WHAT THE STUDIES SHOW

WEAKLY SUPPORTED

  • Delta sleep promotion in some early animal models
  • DSIP is detectable in human blood and CSF (endogenous)
  • Some early human studies showed subjective sleep improvement
  • Historical data suggests it is not acutely toxic at low doses

NOT REPLICATED

  • ACTH/cortisol suppression in humans (PMID 7777652 negative)
  • Consistent delta sleep induction in modern controlled trials
  • Effects are inconsistent across studies even in the original literature
  • No identified receptor = no confirmed mechanism

UNKNOWN

  • Gene encoding DSIP: not identified
  • Primary receptor: not identified
  • Physiological role of endogenous DSIP
  • Safety at doses used in grey market: no controlled data

SIDE EFFECTS

REPORTED (ANECDOTAL)

  • Injection site reactions
  • Reported drowsiness or grogginess, consistent with claimed sleep effect
  • Headache (reported in some users)
  • No systematic safety data from controlled trials

NOTABLE / MONITOR FOR

  • Grey market supply: purity and accurate concentration unverified
  • No long-term safety data of any kind
  • Unknown interactions with prescribed sleep medications or hormonal systems
  • ACTH/cortisol effects are claimed but not confirmed.
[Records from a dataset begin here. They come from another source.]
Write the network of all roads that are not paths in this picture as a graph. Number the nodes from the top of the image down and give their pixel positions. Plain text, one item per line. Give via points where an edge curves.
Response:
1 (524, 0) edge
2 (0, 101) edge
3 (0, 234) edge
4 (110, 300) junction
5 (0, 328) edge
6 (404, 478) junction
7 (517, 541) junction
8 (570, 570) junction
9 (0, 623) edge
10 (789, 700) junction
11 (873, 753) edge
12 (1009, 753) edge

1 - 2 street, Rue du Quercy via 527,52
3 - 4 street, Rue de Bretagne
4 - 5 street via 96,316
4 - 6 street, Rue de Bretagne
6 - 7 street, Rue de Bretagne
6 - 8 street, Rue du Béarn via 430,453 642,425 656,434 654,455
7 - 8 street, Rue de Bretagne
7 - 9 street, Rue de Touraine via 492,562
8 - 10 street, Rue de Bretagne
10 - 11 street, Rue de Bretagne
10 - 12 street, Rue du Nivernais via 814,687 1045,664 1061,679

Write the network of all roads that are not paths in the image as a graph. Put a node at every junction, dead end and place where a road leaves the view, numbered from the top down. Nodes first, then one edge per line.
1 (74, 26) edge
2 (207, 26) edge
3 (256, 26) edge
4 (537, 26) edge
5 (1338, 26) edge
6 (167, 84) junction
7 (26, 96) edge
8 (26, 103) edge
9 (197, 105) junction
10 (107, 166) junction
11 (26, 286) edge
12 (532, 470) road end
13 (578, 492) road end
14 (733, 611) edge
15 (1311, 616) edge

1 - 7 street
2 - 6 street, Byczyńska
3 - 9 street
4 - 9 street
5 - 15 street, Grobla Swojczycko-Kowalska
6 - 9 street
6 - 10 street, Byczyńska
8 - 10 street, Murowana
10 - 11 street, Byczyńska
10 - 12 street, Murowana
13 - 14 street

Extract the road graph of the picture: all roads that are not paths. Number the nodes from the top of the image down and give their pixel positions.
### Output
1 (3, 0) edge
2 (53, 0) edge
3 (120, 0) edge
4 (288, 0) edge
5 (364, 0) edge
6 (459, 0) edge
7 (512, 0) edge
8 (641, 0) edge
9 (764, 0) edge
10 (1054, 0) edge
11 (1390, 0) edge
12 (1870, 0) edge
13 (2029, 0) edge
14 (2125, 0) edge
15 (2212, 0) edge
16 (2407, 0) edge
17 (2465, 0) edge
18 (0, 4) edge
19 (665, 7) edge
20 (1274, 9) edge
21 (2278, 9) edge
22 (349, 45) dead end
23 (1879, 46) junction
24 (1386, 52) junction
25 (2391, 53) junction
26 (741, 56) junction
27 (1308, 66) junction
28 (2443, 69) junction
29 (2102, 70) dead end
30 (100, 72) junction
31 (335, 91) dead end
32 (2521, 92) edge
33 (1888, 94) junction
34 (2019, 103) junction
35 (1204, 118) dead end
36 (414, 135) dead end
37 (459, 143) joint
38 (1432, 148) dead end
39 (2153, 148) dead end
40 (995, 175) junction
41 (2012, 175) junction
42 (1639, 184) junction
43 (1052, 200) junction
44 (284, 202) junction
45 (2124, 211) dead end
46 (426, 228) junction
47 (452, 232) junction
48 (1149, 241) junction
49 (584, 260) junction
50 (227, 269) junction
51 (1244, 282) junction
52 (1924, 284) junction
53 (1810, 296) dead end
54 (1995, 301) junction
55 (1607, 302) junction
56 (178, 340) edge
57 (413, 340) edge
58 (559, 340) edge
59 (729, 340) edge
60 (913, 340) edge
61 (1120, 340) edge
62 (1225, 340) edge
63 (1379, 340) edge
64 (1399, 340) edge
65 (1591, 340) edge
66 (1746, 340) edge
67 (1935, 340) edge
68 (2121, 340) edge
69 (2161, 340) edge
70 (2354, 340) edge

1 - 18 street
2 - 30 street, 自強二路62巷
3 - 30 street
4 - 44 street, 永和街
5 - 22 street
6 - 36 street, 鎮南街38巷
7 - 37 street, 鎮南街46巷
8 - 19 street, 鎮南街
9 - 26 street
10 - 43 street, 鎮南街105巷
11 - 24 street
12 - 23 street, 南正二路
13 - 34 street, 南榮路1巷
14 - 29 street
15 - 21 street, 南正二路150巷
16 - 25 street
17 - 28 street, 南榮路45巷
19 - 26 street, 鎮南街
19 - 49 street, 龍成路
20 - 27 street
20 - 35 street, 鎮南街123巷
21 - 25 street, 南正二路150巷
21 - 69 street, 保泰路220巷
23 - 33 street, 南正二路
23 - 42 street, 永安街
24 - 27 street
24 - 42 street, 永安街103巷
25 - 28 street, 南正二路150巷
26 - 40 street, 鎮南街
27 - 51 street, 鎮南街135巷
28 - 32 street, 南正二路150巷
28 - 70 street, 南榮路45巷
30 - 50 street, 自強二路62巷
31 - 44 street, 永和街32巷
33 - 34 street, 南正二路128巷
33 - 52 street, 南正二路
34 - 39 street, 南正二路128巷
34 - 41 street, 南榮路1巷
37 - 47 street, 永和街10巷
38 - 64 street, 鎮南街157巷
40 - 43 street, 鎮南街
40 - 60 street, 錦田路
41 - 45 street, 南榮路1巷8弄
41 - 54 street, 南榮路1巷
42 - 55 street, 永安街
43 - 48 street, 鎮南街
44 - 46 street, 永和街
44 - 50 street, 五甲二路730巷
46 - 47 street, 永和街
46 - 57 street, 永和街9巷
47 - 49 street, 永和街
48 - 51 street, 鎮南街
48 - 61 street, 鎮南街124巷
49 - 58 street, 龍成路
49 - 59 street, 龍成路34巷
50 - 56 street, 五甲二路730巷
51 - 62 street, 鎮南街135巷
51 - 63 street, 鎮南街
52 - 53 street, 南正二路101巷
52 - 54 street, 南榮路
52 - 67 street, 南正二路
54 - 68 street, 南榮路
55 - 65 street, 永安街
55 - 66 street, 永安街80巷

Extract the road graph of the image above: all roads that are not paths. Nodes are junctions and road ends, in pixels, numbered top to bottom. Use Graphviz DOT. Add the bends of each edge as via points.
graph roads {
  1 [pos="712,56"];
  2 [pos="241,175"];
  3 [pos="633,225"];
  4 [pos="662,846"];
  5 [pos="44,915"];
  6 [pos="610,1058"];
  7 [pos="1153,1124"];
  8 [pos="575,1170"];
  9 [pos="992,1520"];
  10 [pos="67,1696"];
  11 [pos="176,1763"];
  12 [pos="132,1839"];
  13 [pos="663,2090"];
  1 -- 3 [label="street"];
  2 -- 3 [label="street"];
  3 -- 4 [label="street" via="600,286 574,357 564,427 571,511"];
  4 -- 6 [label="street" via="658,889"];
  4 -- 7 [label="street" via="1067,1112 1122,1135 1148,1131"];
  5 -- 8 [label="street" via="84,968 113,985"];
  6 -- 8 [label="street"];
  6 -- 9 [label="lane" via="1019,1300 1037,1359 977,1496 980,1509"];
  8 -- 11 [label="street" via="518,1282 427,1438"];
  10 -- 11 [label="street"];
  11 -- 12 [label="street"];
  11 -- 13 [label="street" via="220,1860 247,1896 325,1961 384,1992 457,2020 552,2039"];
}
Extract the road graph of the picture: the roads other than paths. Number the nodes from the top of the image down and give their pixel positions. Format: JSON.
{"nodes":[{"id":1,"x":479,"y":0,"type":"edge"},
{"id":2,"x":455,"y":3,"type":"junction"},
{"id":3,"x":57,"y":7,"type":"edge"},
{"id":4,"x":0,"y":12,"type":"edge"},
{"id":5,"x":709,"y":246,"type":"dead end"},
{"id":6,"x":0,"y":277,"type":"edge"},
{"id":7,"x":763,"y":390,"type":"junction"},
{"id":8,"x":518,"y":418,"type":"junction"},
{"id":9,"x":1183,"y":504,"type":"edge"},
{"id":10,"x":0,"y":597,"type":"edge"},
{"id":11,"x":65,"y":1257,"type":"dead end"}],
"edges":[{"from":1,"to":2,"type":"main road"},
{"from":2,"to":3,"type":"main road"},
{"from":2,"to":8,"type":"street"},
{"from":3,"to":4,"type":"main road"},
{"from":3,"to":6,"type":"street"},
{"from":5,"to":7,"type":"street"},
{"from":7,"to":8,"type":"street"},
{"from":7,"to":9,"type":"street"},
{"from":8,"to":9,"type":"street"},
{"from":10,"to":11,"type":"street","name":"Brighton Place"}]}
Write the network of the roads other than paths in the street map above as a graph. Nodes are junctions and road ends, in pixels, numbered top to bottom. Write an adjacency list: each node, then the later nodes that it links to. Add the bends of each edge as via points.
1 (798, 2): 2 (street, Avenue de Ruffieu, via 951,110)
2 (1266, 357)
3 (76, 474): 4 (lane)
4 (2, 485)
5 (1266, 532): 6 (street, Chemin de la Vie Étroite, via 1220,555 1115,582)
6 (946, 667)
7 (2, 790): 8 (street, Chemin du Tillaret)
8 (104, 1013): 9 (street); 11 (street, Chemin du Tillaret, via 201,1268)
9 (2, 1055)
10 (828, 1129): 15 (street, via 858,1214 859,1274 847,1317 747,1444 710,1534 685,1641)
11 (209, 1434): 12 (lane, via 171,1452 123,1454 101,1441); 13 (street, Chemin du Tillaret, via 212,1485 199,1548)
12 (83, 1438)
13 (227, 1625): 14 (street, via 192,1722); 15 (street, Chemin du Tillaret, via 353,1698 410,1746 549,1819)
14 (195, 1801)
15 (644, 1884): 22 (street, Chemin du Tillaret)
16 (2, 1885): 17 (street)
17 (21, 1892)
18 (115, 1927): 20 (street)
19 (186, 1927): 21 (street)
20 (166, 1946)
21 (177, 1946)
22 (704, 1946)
Do not assume this mechanism when making clinical decisions.

REGULATORY STATUS

FDA STATUS
Not approved · Regulatory gray zone post-April 2026
PHASE
No active trials · Pre-modern evidence base only
PROJECTED NDA
None · No development program

DSIP was included on the FDA's Category 2 list of bulk drug substances that raised concerns and were prohibited from 503A compounding. On April 15, 2026, the FDA removed DSIP along with 11 other compounds from that explicit prohibition. Removal from Category 2 does not mean DSIP is approved, compoundable, or cleared for clinical use. It means it is no longer explicitly listed as prohibited, while also not appearing on any approved compounding list. The PCAC (Pharmacy Compounding Advisory Committee) is scheduled to review DSIP and six other compounds on July 23–24, 2026, to evaluate whether 503A compounding eligibility is appropriate. The outcome of that review is unknown. Anyone obtaining DSIP is doing so through entirely unregulated channels, with no guarantee of purity, sterility, or accurate concentration.

PROS & CONS

PROS

  • +Endogenous peptide: the body produces it naturally, which limits some toxicity concerns
  • +Historical data suggests it is not acutely dangerous at low doses
  • +Some users report subjective sleep improvement, which is consistent with its historical framing
  • +No WADA ban as of current review (unlike some other peptides in this list)

CONS

  • The defining mechanism (delta sleep induction) is not consistently replicated in modern humans
  • The proposed cortisol-suppression mechanism failed in at least one direct human test
  • No gene, no receptor, no confirmed mechanism of action
  • Weakest evidence base of any compound in this Decoded series
  • Grey market supply with no quality controls
  • 1970s and 1980s data is not a foundation for contemporary clinical use

DAILY PEPTIDE VERDICT

RANKING

Named for Something It Doesn't Reliably Do

DSIP is the most difficult compound in this series to write about responsibly, for one reason: the name itself is misleading. Delta Sleep-Inducing Peptide implies a well-characterized, reliably reproduced effect. Neither characterization is accurate. The compound is endogenous, it has a historical research footprint, and some users report benefit. But the ACTH and cortisol mechanism that would explain an anti-stress effect did not replicate in humans. Delta sleep induction is inconsistently reproduced even in the older literature. The gene has not been identified, the receptor has not been identified, and no modern controlled trial exists. Of any compound in this series, DSIP has the widest gap between its name and what the controlled evidence shows.

DISCLAIMER · EDUCATIONAL USE ONLY

This document is for educational and informational purposes only. DSIP does not hold general FDA approval for human use. Information here synthesizes publicly available research data and does not constitute medical advice.